#### [Your task]
From the listing below, select every line where the word "Batista" appears.

Provided data section start

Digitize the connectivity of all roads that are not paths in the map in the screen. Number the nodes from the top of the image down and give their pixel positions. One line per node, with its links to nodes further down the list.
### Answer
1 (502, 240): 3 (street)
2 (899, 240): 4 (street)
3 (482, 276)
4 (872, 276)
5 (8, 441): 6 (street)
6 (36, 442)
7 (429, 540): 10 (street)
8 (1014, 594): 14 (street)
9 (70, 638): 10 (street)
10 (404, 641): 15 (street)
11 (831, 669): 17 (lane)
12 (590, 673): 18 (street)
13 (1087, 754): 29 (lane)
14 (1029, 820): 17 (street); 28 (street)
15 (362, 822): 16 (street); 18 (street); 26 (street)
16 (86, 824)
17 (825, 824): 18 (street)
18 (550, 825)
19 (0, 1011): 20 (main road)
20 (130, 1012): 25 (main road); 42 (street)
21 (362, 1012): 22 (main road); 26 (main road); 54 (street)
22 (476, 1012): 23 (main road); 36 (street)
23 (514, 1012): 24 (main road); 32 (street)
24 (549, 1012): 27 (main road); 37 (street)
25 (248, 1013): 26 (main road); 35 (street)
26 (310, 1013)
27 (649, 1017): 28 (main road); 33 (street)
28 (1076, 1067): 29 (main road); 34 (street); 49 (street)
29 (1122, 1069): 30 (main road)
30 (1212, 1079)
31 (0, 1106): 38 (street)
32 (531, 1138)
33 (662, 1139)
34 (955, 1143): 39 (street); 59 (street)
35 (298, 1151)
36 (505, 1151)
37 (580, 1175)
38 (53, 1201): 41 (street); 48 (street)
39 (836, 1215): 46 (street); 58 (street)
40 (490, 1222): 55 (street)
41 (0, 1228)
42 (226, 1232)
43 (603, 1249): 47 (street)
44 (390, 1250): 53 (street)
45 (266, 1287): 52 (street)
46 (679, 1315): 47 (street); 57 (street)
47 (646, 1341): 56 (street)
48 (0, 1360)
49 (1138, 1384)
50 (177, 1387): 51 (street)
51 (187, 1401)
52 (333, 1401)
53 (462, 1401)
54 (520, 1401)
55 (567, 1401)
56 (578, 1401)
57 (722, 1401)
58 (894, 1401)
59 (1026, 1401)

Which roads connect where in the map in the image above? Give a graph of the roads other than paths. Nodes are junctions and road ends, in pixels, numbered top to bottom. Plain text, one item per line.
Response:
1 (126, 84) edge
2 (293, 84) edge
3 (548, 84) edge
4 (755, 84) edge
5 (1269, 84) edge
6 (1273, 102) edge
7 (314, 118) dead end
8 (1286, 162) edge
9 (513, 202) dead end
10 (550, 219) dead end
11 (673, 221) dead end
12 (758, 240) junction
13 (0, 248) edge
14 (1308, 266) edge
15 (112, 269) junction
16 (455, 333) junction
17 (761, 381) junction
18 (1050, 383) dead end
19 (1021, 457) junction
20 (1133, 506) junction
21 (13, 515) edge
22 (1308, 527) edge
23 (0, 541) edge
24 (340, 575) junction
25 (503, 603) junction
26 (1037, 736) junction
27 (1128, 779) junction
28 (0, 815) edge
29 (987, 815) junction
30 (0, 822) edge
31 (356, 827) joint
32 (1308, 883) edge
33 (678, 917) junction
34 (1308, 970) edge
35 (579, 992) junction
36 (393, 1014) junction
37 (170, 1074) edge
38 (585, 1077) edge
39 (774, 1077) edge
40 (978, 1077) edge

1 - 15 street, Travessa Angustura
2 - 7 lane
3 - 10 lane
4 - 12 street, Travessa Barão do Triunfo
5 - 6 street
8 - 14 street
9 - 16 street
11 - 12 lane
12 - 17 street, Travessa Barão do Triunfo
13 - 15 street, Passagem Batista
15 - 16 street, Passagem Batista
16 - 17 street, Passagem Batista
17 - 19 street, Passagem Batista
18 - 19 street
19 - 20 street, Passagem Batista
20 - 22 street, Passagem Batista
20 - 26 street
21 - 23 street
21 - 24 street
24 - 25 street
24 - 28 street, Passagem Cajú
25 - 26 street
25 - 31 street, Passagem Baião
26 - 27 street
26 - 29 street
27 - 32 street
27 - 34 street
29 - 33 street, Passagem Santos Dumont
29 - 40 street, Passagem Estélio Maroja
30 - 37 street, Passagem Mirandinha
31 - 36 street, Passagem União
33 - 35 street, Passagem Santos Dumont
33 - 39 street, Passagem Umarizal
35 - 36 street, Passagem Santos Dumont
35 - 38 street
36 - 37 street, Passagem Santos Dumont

Provided data section end

#### [Written solution]
13 - 15 street, Passagem Batista
15 - 16 street, Passagem Batista
16 - 17 street, Passagem Batista
17 - 19 street, Passagem Batista
19 - 20 street, Passagem Batista
20 - 22 street, Passagem Batista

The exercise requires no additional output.